### Exercise instructions:
Return each record word for word and omit the pictures.
.....
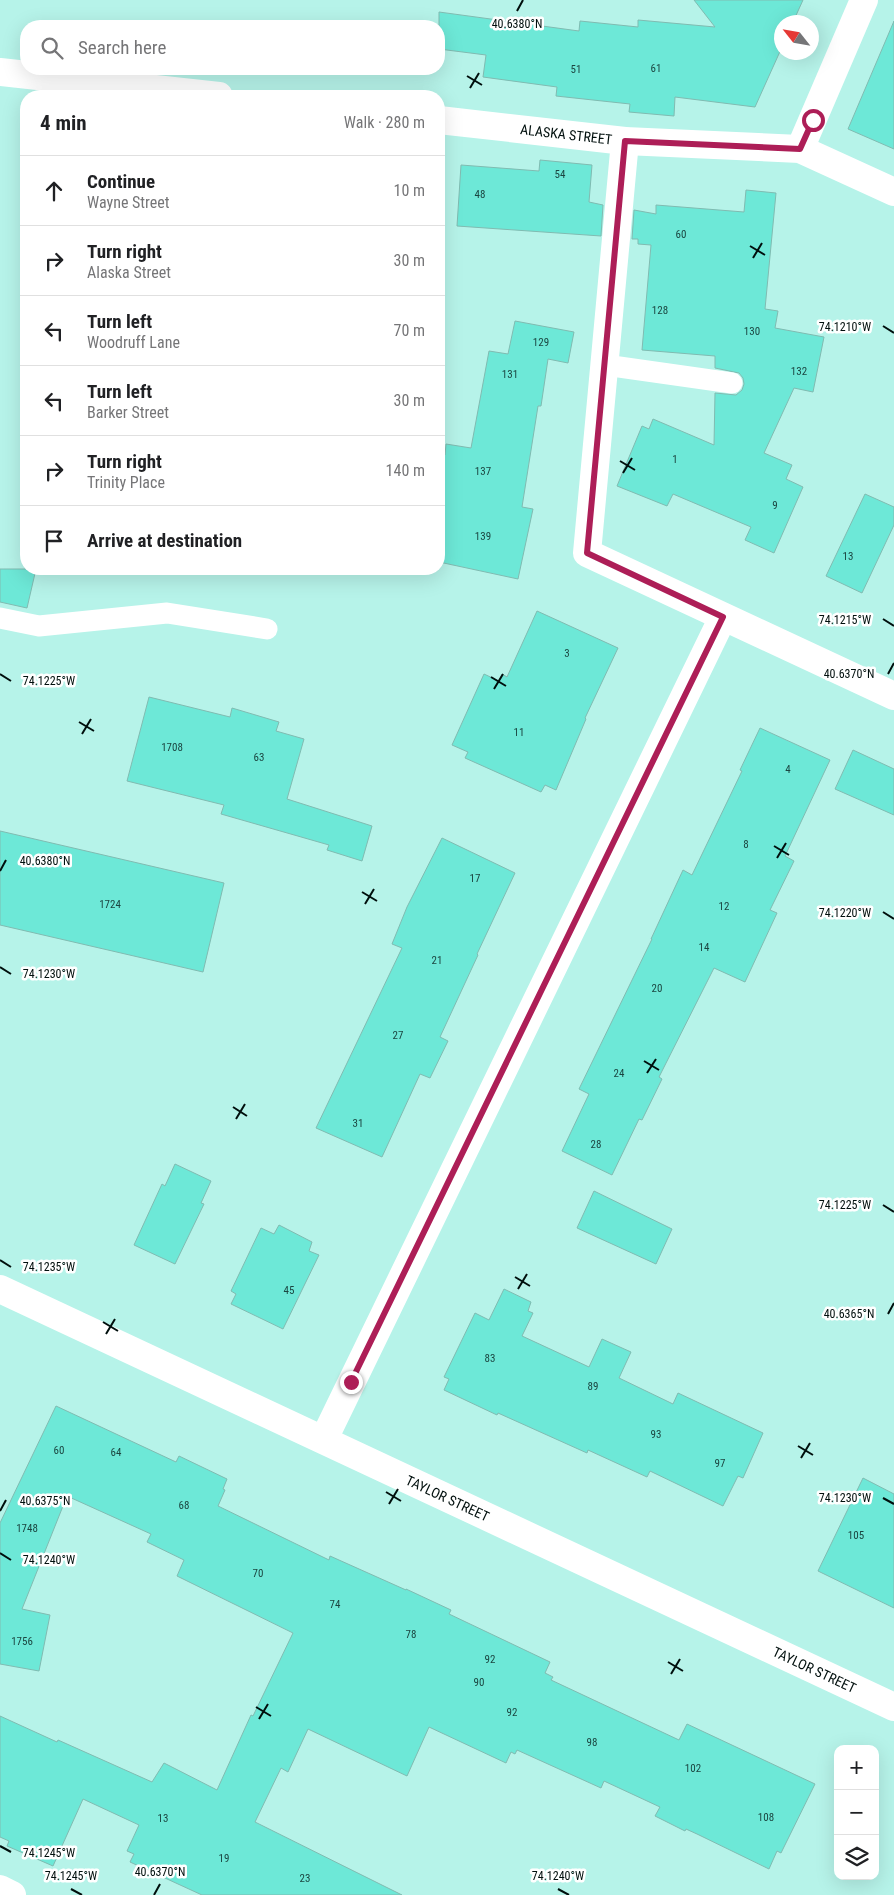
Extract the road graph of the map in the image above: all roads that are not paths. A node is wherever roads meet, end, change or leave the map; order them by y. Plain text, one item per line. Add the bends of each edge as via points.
1 (864, 0) edge
2 (0, 72) edge
3 (20, 74) edge
4 (27, 75) edge
5 (164, 90) edge
6 (445, 121) edge
7 (625, 141) junction
8 (800, 149) junction
9 (894, 192) edge
10 (605, 366) junction
11 (732, 383) dead end
12 (723, 617) junction
13 (0, 618) edge
14 (267, 630) dead end
15 (894, 696) edge
16 (0, 1289) edge
17 (324, 1439) junction
18 (894, 1707) edge
19 (0, 1889) edge
20 (12, 1895) edge

1 - 8 street
2 - 3 street
4 - 5 street
6 - 7 street, ALASKA STREET
7 - 8 street, ALASKA STREET
7 - 10 street
8 - 9 street, ALASKA STREET
10 - 11 lane
10 - 12 street via 587,553
12 - 15 street
12 - 17 street
13 - 14 lane via 39,626 168,613
16 - 17 street, TAYLOR STREET
17 - 18 street, TAYLOR STREET
19 - 20 street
.....
### Exercise result:
Extract the road graph of the map in the image above: all roads that are not paths. A node is wherever roads meet, end, change or leave the map; order them by y. Plain text, one item per line. Add the bends of each edge as via points.
1 (864, 0) edge
2 (0, 72) edge
3 (20, 74) edge
4 (27, 75) edge
5 (164, 90) edge
6 (445, 121) edge
7 (625, 141) junction
8 (800, 149) junction
9 (894, 192) edge
10 (605, 366) junction
11 (732, 383) dead end
12 (723, 617) junction
13 (0, 618) edge
14 (267, 630) dead end
15 (894, 696) edge
16 (0, 1289) edge
17 (324, 1439) junction
18 (894, 1707) edge
19 (0, 1889) edge
20 (12, 1895) edge

1 - 8 street
2 - 3 street
4 - 5 street
6 - 7 street, ALASKA STREET
7 - 8 street, ALASKA STREET
7 - 10 street
8 - 9 street, ALASKA STREET
10 - 11 lane
10 - 12 street via 587,553
12 - 15 street
12 - 17 street
13 - 14 lane via 39,626 168,613
16 - 17 street, TAYLOR STREET
17 - 18 street, TAYLOR STREET
19 - 20 street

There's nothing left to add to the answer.